> _PROBLEM STATEMENT_:
Could you return every record below exactly as it is written?

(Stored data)
#####
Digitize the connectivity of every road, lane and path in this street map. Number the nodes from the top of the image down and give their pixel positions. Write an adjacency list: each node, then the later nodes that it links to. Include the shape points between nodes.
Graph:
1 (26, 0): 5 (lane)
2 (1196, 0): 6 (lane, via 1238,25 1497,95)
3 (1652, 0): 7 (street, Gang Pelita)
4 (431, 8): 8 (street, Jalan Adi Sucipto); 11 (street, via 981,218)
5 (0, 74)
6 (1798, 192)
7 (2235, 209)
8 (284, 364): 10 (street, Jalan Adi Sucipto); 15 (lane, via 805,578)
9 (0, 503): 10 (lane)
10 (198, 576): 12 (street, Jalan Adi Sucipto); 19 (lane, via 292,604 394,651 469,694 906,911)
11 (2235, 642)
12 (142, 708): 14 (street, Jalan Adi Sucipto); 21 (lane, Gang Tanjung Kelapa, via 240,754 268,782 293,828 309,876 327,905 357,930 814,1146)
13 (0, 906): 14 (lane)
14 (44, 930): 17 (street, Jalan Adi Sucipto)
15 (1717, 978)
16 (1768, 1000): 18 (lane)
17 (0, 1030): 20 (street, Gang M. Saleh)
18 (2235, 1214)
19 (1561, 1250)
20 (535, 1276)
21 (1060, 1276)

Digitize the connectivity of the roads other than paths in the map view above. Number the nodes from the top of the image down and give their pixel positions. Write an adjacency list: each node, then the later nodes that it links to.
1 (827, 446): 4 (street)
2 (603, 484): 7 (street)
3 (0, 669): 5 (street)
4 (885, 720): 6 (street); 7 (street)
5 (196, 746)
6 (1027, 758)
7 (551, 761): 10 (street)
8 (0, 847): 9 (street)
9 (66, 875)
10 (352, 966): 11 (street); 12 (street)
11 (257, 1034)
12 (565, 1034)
#####
> _REPLY TO THE EXERCISE_:
Digitize the connectivity of every road, lane and path in this street map. Number the nodes from the top of the image down and give their pixel positions. Write an adjacency list: each node, then the later nodes that it links to. Include the shape points between nodes.
Graph:
1 (26, 0): 5 (lane)
2 (1196, 0): 6 (lane, via 1238,25 1497,95)
3 (1652, 0): 7 (street, Gang Pelita)
4 (431, 8): 8 (street, Jalan Adi Sucipto); 11 (street, via 981,218)
5 (0, 74)
6 (1798, 192)
7 (2235, 209)
8 (284, 364): 10 (street, Jalan Adi Sucipto); 15 (lane, via 805,578)
9 (0, 503): 10 (lane)
10 (198, 576): 12 (street, Jalan Adi Sucipto); 19 (lane, via 292,604 394,651 469,694 906,911)
11 (2235, 642)
12 (142, 708): 14 (street, Jalan Adi Sucipto); 21 (lane, Gang Tanjung Kelapa, via 240,754 268,782 293,828 309,876 327,905 357,930 814,1146)
13 (0, 906): 14 (lane)
14 (44, 930): 17 (street, Jalan Adi Sucipto)
15 (1717, 978)
16 (1768, 1000): 18 (lane)
17 (0, 1030): 20 (street, Gang M. Saleh)
18 (2235, 1214)
19 (1561, 1250)
20 (535, 1276)
21 (1060, 1276)

Digitize the connectivity of the roads other than paths in the map view above. Number the nodes from the top of the image down and give their pixel positions. Write an adjacency list: each node, then the later nodes that it links to.
1 (827, 446): 4 (street)
2 (603, 484): 7 (street)
3 (0, 669): 5 (street)
4 (885, 720): 6 (street); 7 (street)
5 (196, 746)
6 (1027, 758)
7 (551, 761): 10 (street)
8 (0, 847): 9 (street)
9 (66, 875)
10 (352, 966): 11 (street); 12 (street)
11 (257, 1034)
12 (565, 1034)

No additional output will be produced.